Blues-Ette
価格: ¥1,192
女性ダンサーをあしらった(オリジナル盤の)ジャケットは、蝶が羽根を広げているようにも見えて、ものすごく印象的。ジャケットを見ただけでそのサウンドが聴こえてくるというのは、それだけファンに親しまれている証拠だが、本作やソニー・クラークの『クール・ストラッティン』などは、まさにその代表例といっていい。なにしろジャケットを見ただけで、条件反射的にベニー・ゴルソンの名曲<1>が聴こえてくるのだ。

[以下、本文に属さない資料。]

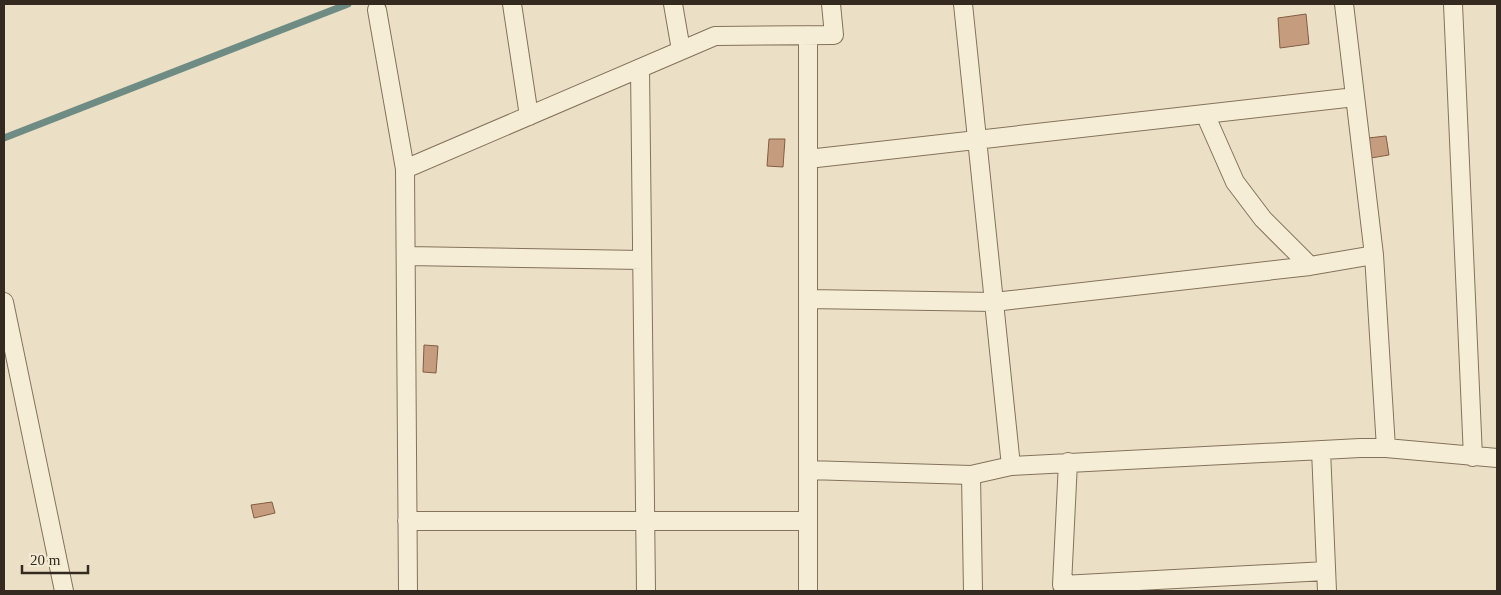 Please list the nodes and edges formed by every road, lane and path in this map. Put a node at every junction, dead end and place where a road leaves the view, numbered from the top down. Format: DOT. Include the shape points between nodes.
graph roads {
  1 [pos="512,4"];
  2 [pos="673,4"];
  3 [pos="831,4"];
  4 [pos="963,4"];
  5 [pos="1344,4"];
  6 [pos="1453,4"];
  7 [pos="377,10"];
  8 [pos="808,35"];
  9 [pos="681,50"];
  10 [pos="640,68"];
  11 [pos="1355,97"];
  12 [pos="1205,114"];
  13 [pos="529,116"];
  14 [pos="977,140"];
  15 [pos="808,159"];
  16 [pos="405,169"];
  17 [pos="406,256"];
  18 [pos="1374,256"];
  19 [pos="642,260"];
  20 [pos="1310,266"];
  21 [pos="808,298"];
  22 [pos="4,302"];
  23 [pos="994,302"];
  24 [pos="1386,448"];
  25 [pos="1321,450"];
  26 [pos="1473,457"];
  27 [pos="1497,458"];
  28 [pos="1068,462"];
  29 [pos="1011,466"];
  30 [pos="808,470"];
  31 [pos="971,475"];
  32 [pos="407,521"];
  33 [pos="646,521"];
  34 [pos="808,521"];
  35 [pos="1326,571"];
  36 [pos="64,591"];
  37 [pos="408,591"];
  38 [pos="646,591"];
  39 [pos="808,591"];
  40 [pos="973,591"];
  41 [pos="1327,591"];
  1 -- 13 [label="street"];
  2 -- 9 [label="street"];
  3 -- 8 [label="street" via="834,35"];
  4 -- 14 [label="street"];
  5 -- 11 [label="street"];
  6 -- 26 [label="street"];
  7 -- 16 [label="street"];
  8 -- 9 [label="street" via="715,36"];
  8 -- 15 [label="street"];
  9 -- 10 [label="street"];
  10 -- 13 [label="street"];
  10 -- 19 [label="street"];
  11 -- 12 [label="street"];
  11 -- 18 [label="street"];
  12 -- 14 [label="street"];
  12 -- 20 [label="street" via="1235,182 1263,219"];
  13 -- 16 [label="street"];
  14 -- 15 [label="street"];
  14 -- 23 [label="street"];
  15 -- 21 [label="street"];
  16 -- 17 [label="street"];
  17 -- 19 [label="street"];
  17 -- 32 [label="street"];
  18 -- 20 [label="street"];
  18 -- 24 [label="street"];
  19 -- 33 [label="street"];
  20 -- 23 [label="street"];
  21 -- 23 [label="street"];
  21 -- 30 [label="street"];
  22 -- 36 [label="street"];
  23 -- 29 [label="street"];
  24 -- 25 [label="street"];
  24 -- 26 [label="street"];
  25 -- 28 [label="street"];
  25 -- 35 [label="street"];
  26 -- 27 [label="street"];
  28 -- 29 [label="street"];
  28 -- 35 [label="street" via="1062,586"];
  29 -- 31 [label="street"];
  30 -- 31 [label="street"];
  30 -- 34 [label="street"];
  31 -- 40 [label="street"];
  32 -- 33 [label="street"];
  32 -- 37 [label="street"];
  33 -- 34 [label="street"];
  33 -- 38 [label="street"];
  34 -- 39 [label="street"];
  35 -- 41 [label="street"];
} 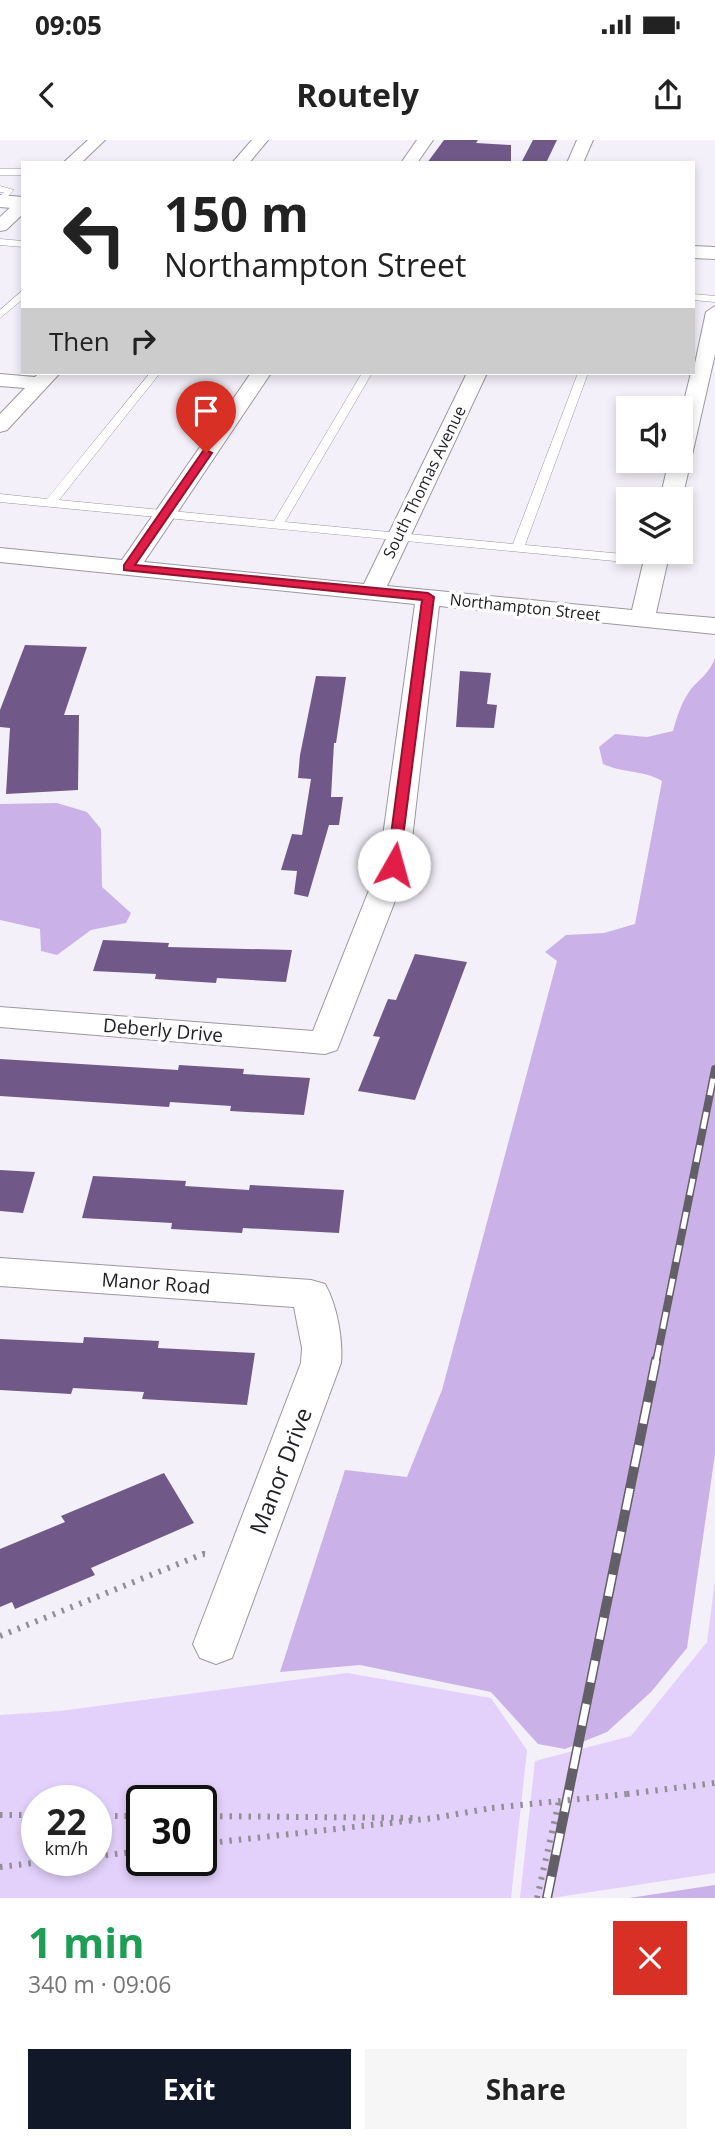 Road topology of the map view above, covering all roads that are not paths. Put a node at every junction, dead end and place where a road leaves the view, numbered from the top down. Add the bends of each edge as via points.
1 (97, 140) edge
2 (260, 140) edge
3 (425, 140) edge
4 (585, 140) edge
5 (73, 161) edge
6 (242, 161) edge
7 (410, 161) edge
8 (576, 161) edge
9 (0, 172) edge
10 (21, 173) edge
11 (21, 186) edge
12 (0, 187) edge
13 (0, 201) edge
14 (21, 204) edge
15 (21, 206) edge
16 (0, 226) edge
17 (0, 242) edge
18 (21, 244) edge
19 (695, 251) edge
20 (715, 253) edge
21 (21, 295) edge
22 (695, 297) edge
23 (715, 299) edge
24 (715, 312) edge
25 (0, 315) edge
26 (153, 375) edge
27 (260, 375) edge
28 (366, 375) edge
29 (476, 375) edge
30 (582, 375) edge
31 (45, 378) edge
32 (0, 380) edge
33 (693, 404) edge
34 (0, 426) edge
35 (0, 498) edge
36 (50, 503) junction
37 (166, 514) junction
38 (277, 525) junction
39 (397, 536) junction
40 (518, 548) junction
41 (616, 554) edge
42 (0, 555) edge
43 (655, 564) edge
44 (128, 568) junction
45 (372, 592) junction
46 (428, 597) junction
47 (642, 620) junction
48 (715, 626) edge
49 (0, 1017) edge
50 (0, 1272) edge
51 (311, 1294) joint
52 (216, 1644) dead end

1 - 5 street
2 - 6 street
3 - 7 street
4 - 8 street
9 - 10 lane
11 - 12 lane
12 - 13 lane via 10,190
13 - 14 main road
15 - 16 street
17 - 18 lane
19 - 20 main road
21 - 25 lane
22 - 23 lane
24 - 33 street
26 - 36 lane
27 - 37 street
28 - 38 lane
29 - 39 street, South Thomas Avenue
30 - 40 lane
31 - 32 street
31 - 34 street
35 - 36 lane
36 - 37 lane
37 - 38 lane
37 - 44 street
38 - 39 lane
39 - 40 lane
39 - 45 street, South Thomas Avenue
40 - 41 lane
42 - 44 street, Northampton Street
43 - 47 street
44 - 45 street, Northampton Street
45 - 46 street, Northampton Street
46 - 47 street, Northampton Street
46 - 49 street, Deberly Drive via 394,865 325,1043
47 - 48 street, Northampton Street
50 - 51 street, Manor Road
51 - 52 street, Manor Drive via 321,1363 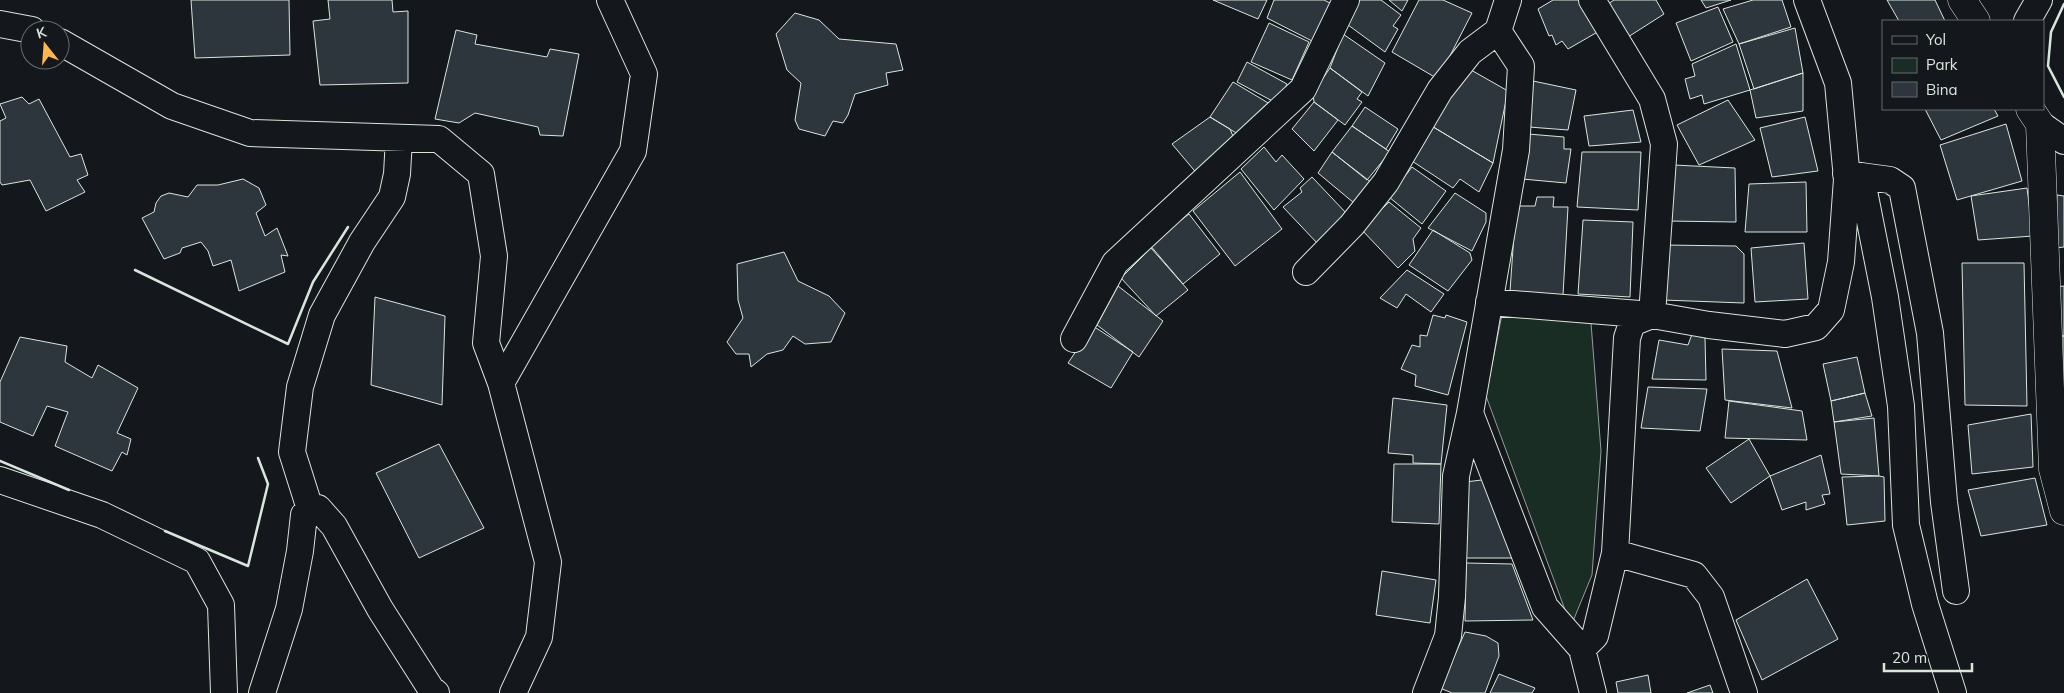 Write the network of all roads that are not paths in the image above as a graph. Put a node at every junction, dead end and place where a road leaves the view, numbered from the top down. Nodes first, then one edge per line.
1 (610, 0) edge
2 (1346, 0) edge
3 (1508, 0) edge
4 (1592, 0) edge
5 (1807, 0) edge
6 (1962, 0) edge
7 (2039, 0) edge
8 (1975, 20) edge
9 (2028, 20) edge
10 (0, 24) edge
11 (20, 28) edge
12 (1498, 31) junction
13 (70, 48) edge
14 (2035, 117) edge
15 (399, 138) junction
16 (2064, 141) edge
17 (1854, 175) junction
18 (1306, 272) dead end
19 (1489, 302) junction
20 (1652, 315) junction
21 (1074, 339) dead end
22 (501, 383) junction
23 (1470, 413) junction
24 (0, 480) edge
25 (2064, 511) edge
26 (311, 512) junction
27 (1616, 552) junction
28 (1956, 591) dead end
29 (1582, 650) junction
30 (224, 693) edge
31 (262, 693) edge
32 (436, 693) edge
33 (513, 693) edge
34 (1426, 693) edge
35 (1593, 693) edge
36 (1744, 693) edge
37 (1953, 693) edge

1 - 22 street
2 - 21 street
3 - 12 street
4 - 20 street
5 - 17 street
6 - 8 street
7 - 9 street
10 - 11 street
12 - 18 street
12 - 19 street
13 - 15 street
14 - 16 street
14 - 25 street
15 - 22 street
15 - 26 street
17 - 20 street
17 - 28 street
17 - 37 street
19 - 20 street
19 - 23 street
20 - 27 street
22 - 33 street
23 - 29 street
23 - 34 street
24 - 30 street
26 - 31 street
26 - 32 street
27 - 29 street
27 - 36 street
29 - 35 street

もちろん本作に聴かれる演奏がこの曲の決定版。編成はハード・バップ時代の典型的なフォーマットであるクインテット。しかしトロンボーンとテナー・サックスという組み合わせがユニークで、その結果、中低域を駆使したふっくらとしたサウンドが和やかなムードを作り出す。ファンキー・ジャズの代表作だが、どこかほんわかとしたムードに包まれているのはそのあたりに原因がある。ブルースを中心にした選曲は親しみやすく、ジャズ入門者にも最適の作品だ。サヴォイ・レーベルといえば、真っ先に本作を思い出す人も多く、同レーベルの目玉アルバムでもある。(市川正二)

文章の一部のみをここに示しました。